Despite the contradictions between Lebanese and Arab nationalist
discourses, both were self-avowedly modern in their use of the language
of liberation, freedom and natural rights. While the "people" formed
the basis of nationalist ideology, in reality the popular participation
did not fundamentally impinge upon the continuity of elite politics
and rivalries.[11]
Sectarianism as the Nation
The creation of the Lebanese republic in 1926, which gave the Maronite
elites of Lebanon the lion's share of the power, was supplemented
in 1943 by a "National Pact" which began the era of formal independence.
Presented to the people as a fait accompli, the National Pact, itself
a result of elite compromises, essentially legitimated a system of
patronage and a division of spoils among the elites of the new nation-state,
thus betraying the inability to locate a genuinely national base.
The Maronite elites were guaranteed the presidency, the Sunnis the
prime ministership and the Shi'a the speaker of parliament.[12]
The molding of nationalist politics onto an Ottoman social order
created a sectarian nationalism and the politics of nationalist
elitism.[13] The problem of how to integrate the masses into the
new nation without opening the realm of back-room politics became
the central concern of the elites.

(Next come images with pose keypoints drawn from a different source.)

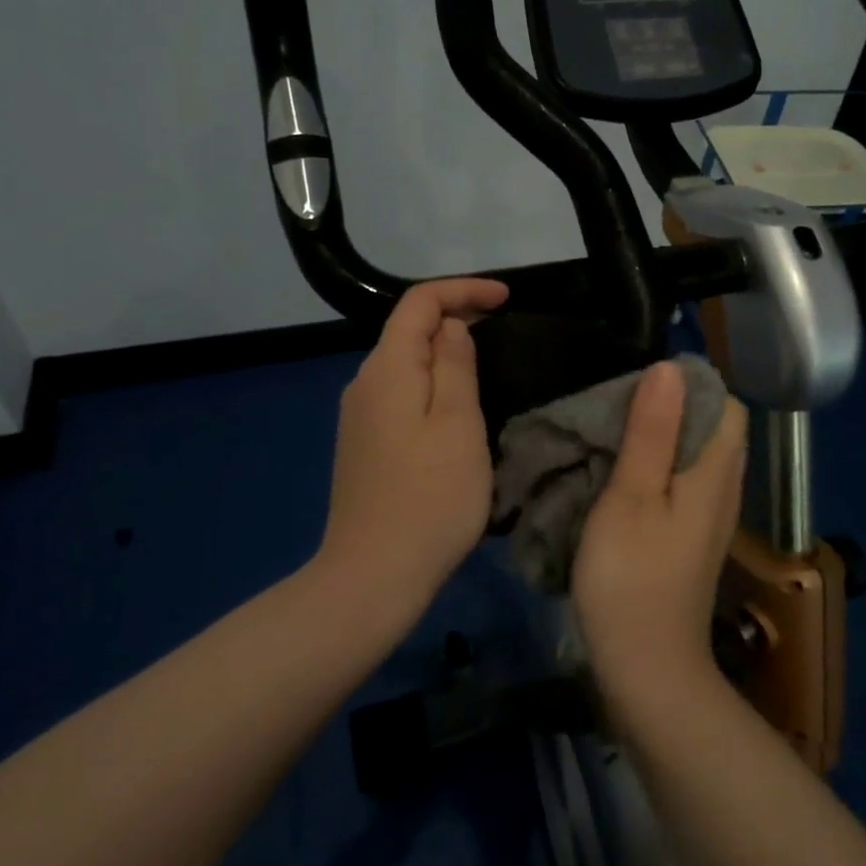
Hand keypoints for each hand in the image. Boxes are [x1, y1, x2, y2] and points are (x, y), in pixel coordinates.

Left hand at [315, 278, 509, 615]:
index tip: (507, 299)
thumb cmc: (429, 497)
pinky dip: (430, 384)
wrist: (373, 575)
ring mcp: (359, 417)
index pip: (420, 302)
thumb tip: (451, 329)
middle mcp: (364, 383)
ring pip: (405, 364)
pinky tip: (454, 409)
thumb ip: (454, 365)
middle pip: (408, 330)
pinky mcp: (363, 445)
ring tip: (486, 365)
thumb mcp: (457, 423)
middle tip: (504, 328)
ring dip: (443, 353)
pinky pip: (400, 394)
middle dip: (455, 317)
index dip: (464, 290)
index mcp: (387, 368)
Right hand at [573, 360, 748, 693]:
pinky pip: (686, 483)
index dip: (689, 384)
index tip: (639, 384)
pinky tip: (624, 477)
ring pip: (697, 456)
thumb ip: (652, 432)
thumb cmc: (631, 577)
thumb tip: (670, 368)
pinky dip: (659, 468)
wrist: (647, 668)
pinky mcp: (693, 539)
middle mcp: (724, 489)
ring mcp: (711, 518)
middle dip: (671, 407)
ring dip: (662, 438)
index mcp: (716, 472)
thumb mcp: (632, 495)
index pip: (726, 404)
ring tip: (615, 434)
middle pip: (713, 427)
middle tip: (617, 406)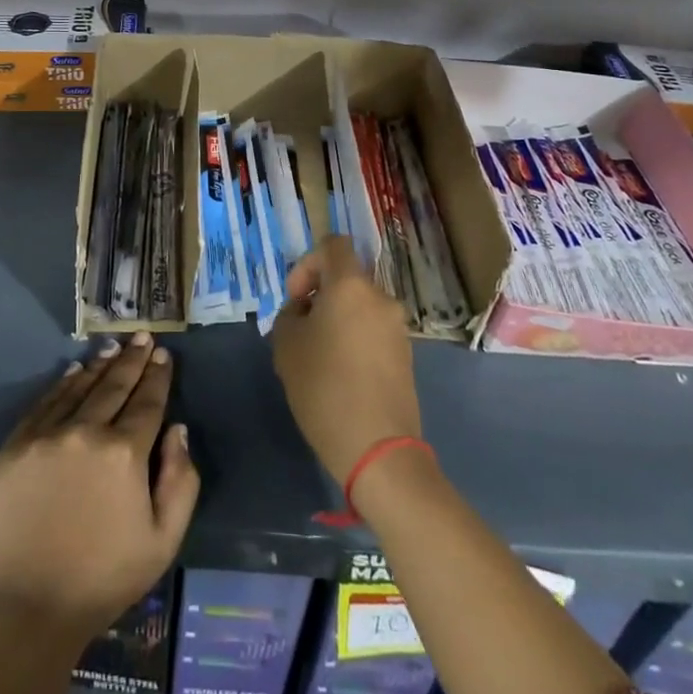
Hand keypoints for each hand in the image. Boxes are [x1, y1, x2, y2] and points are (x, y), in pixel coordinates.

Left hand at [0, 333, 199, 647]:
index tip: (164, 356)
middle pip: (115, 386)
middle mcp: (86, 431)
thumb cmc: (100, 581)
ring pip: (80, 388)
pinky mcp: (15, 445)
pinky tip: (74, 372)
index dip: (158, 377)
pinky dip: (63, 384)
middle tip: (144, 337)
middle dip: (133, 360)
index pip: (147, 402)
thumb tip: (177, 430)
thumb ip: (181, 482)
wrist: (22, 610)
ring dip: (101, 365)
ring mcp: (46, 435)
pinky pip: (45, 403)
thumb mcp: (162, 543)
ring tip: (114, 347)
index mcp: (124, 453)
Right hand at [271, 235, 421, 485]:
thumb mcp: (286, 345)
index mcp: (351, 285)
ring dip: (338, 321)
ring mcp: (398, 327)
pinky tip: (340, 377)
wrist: (378, 449)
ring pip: (360, 308)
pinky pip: (373, 332)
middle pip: (346, 280)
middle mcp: (380, 297)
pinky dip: (355, 341)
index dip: (308, 263)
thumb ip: (290, 315)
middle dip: (321, 298)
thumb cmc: (324, 387)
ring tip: (319, 359)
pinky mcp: (406, 356)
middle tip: (301, 333)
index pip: (333, 245)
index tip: (297, 299)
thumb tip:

Electoral and personal status
laws were regulated by religious affiliation such that to be Lebanese
meant to be defined according to religious affiliation. There could
be no Lebanese citizen who was not at the same time a member of
a particular religious community.
Given the failure of state officials to extend their reach to
predominantly Shi'a areas in southern Lebanon and northern regions
like Akkar, the nationalist project of Lebanon remained inseparably
linked to state-affiliated elites, who dispensed jobs, paved roads
and brought electricity to their own regions. The "sectarian balance,"
based on the 1932 population census, paralyzed the government and
reinforced the system of patronage. Corruption served as the effective
social security system of the Lebanese. Benefits could not be obtained
simply on the basis of citizenship rights because jobs, housing,
telephones and education were guaranteed not by the state but through
appeals to deputies and ministers and presidents who were themselves
appointed or elected according to sectarian laws.[14] In this sense,
sectarianism, which undermines the secular national ideal and creates
subversive religious loyalties, is umbilically tied to the 1943
National Pact which institutionalized the modern, independent Lebanese
state.
As a result of the creation of an elite-dominated sectarian Lebanon,
popular mobilization occurred on two fronts, often simultaneously.
On the one hand there has been intellectual and working class dissent.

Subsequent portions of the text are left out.